29 C.F.R. § 2510.3-1 (j).

As to the first item, plaintiff argues that because he paid all premiums beginning in 2000 with personal checks, and because his medical practice did not claim an income tax deduction for payment of disability insurance premiums, he therefore made no contributions as the employer. argument has no merit. Where, as here, a sole proprietorship with one employee has established an employee benefit plan that is otherwise clearly governed by ERISA, the court would draw too fine a distinction to make the question whether the employer made a contribution hang on the employer's choice of bank accounts or degree of tax planning. Such a holding would suggest that sole proprietors could easily circumvent the intention of Congress to regulate such plans under ERISA. The "safe harbor" regulation appears to permit a much narrower exception.

As to the second item, plaintiff argues that participation in the plan was completely voluntary. Plaintiff states that "defendant can point to no documentation which supports that each of Dr. DiMaria's employees be required to be insured under the insurance policy as a condition of employment" (emphasis in original). It is settled law that a formal written document is not required to prove the existence of an ERISA plan. Grimo v. Blue Cross/Blue Shield of Vermont, 34 F.3d 148, 151 (2d Cir. 1994). Regardless of documentation, plaintiff's practice over six years indicates that disability insurance was not an optional benefit for his employees. Were either of plaintiffs employees to have declined coverage, defendant could have terminated plaintiff's own disability insurance coverage. To the extent that plaintiff desired to continue his disability coverage, enrollment of his employee would not appear to have been voluntary.

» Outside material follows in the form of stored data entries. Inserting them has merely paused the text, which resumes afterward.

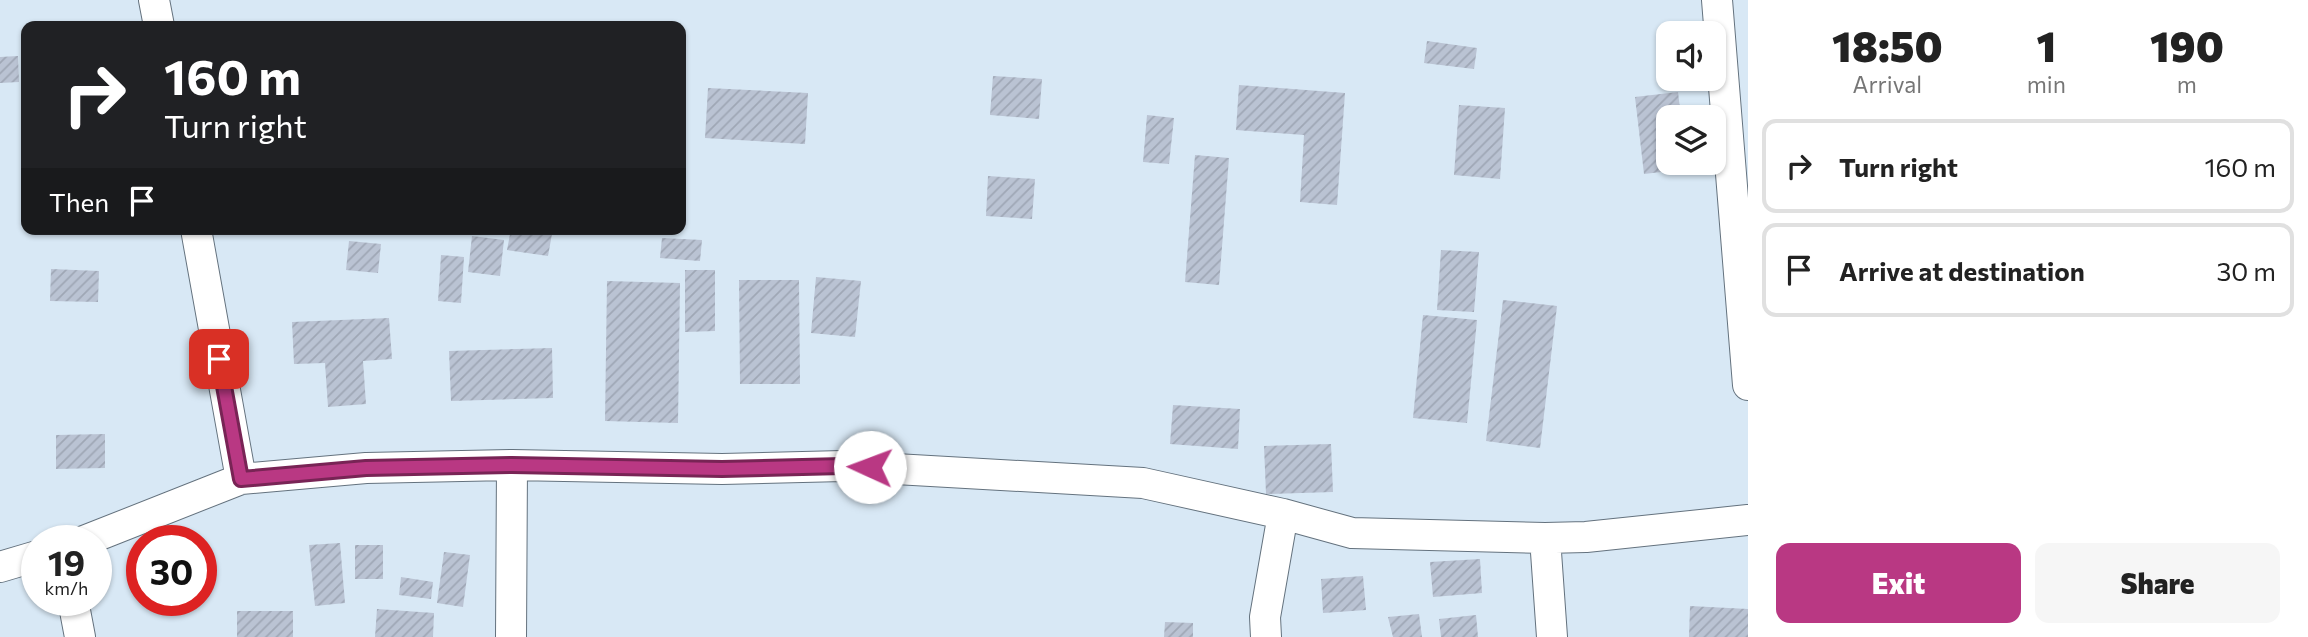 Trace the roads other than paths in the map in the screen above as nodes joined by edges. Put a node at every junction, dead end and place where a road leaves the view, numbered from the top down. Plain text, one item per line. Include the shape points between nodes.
1 (154, 0) edge
2 (1717, 0) edge
3 (158, 21) edge
4 (197, 235) edge
5 (1748, 386) edge
6 (512, 465) junction
7 (241, 479) junction
8 (1283, 513) junction
9 (1748, 520) edge
10 (112, 530) edge
11 (1545, 538) junction
12 (21, 561) edge
13 (0, 567) edge
14 (76, 616) edge
15 (80, 637) edge
16 (511, 637) edge
17 (1266, 637) edge
18 (1552, 637) edge

1 - 3 street
2 - 5 street
4 - 7 street
6 - 7 street via 366,468
6 - 8 street via 843,466 1129,482
6 - 16 street
7 - 10 street
8 - 11 street via 1352,533
8 - 17 street via 1265,617
9 - 11 street
11 - 18 street
12 - 13 street
14 - 15 street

Regarding the third item, for reasons already described, this was not the case where the employer simply allowed the insurance company to solicit employees and then collected money from them.

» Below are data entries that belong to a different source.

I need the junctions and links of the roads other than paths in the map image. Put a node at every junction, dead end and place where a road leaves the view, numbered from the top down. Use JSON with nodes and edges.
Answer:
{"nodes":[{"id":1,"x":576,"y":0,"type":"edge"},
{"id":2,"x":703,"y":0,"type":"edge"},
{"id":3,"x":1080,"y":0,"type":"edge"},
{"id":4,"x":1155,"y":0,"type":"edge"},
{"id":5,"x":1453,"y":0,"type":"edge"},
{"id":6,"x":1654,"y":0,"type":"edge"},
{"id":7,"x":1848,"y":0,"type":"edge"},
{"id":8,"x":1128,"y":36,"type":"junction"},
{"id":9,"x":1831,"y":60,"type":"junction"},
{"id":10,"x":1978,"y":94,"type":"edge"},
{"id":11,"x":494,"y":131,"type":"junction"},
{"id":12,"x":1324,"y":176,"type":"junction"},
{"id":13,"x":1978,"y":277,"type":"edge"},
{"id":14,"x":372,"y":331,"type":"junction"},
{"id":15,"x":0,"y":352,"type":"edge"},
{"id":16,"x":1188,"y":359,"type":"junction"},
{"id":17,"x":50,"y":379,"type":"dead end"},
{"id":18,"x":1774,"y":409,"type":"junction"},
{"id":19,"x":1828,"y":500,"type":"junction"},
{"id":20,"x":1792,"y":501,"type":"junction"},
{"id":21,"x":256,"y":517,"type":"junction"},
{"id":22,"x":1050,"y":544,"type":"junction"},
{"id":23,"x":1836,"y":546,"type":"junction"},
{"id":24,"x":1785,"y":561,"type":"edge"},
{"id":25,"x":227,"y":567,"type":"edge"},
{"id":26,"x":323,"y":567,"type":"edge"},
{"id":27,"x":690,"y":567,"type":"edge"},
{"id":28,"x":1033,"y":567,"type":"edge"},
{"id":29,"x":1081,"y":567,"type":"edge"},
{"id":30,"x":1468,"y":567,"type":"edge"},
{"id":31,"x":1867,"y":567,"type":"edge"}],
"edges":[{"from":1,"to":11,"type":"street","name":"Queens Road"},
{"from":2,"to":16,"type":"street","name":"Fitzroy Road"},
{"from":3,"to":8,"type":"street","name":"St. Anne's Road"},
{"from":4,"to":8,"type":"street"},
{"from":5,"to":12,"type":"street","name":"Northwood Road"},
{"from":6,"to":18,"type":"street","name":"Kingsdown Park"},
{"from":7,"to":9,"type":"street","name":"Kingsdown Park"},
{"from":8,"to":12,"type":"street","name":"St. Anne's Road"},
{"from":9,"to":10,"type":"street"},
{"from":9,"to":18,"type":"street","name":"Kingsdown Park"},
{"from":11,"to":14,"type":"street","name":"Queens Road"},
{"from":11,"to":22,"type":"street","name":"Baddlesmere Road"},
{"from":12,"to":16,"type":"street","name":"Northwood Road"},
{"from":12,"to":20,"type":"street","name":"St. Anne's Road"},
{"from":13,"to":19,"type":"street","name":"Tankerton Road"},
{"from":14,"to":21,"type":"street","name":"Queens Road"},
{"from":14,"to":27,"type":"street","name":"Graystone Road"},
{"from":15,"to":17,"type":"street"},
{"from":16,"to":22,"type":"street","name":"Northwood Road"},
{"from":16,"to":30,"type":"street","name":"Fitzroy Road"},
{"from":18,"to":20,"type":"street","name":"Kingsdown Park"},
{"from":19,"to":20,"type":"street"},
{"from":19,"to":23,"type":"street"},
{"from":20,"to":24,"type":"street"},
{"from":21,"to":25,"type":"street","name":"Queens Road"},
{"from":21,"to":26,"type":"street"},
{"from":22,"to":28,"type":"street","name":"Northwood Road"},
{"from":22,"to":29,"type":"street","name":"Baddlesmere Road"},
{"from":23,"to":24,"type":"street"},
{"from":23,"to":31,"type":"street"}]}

As to the fourth item, plaintiff claims to have received "no remuneration at all concerning the insurance policy." This appears to be true. But the fact that one out of the four safe harbor conditions is met does not take the plan out of ERISA.

Plaintiff's employee benefit plan was established and maintained by plaintiff as the employer. It is not exempted from ERISA by the Department of Labor "safe harbor" regulation.

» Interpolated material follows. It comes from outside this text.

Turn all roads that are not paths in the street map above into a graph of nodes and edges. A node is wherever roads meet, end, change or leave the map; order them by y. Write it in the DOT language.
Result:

Finally, plaintiff argues that the trust through which he purchased the policy, and not the policy itself, should be the focus of the court's ERISA analysis. According to plaintiff, the trust is not an employee welfare benefit plan as defined by the statute. But the trust was simply defendant's internal mechanism of dealing with the provision of benefits under its policies. Plaintiff made a "purchase of insurance," and under the statute this created an ERISA plan.


For the reasons discussed above, plaintiff's cause of action is under ERISA and removal to the federal court was proper. Plaintiff's motion to remand is denied, as is plaintiff's motion for costs.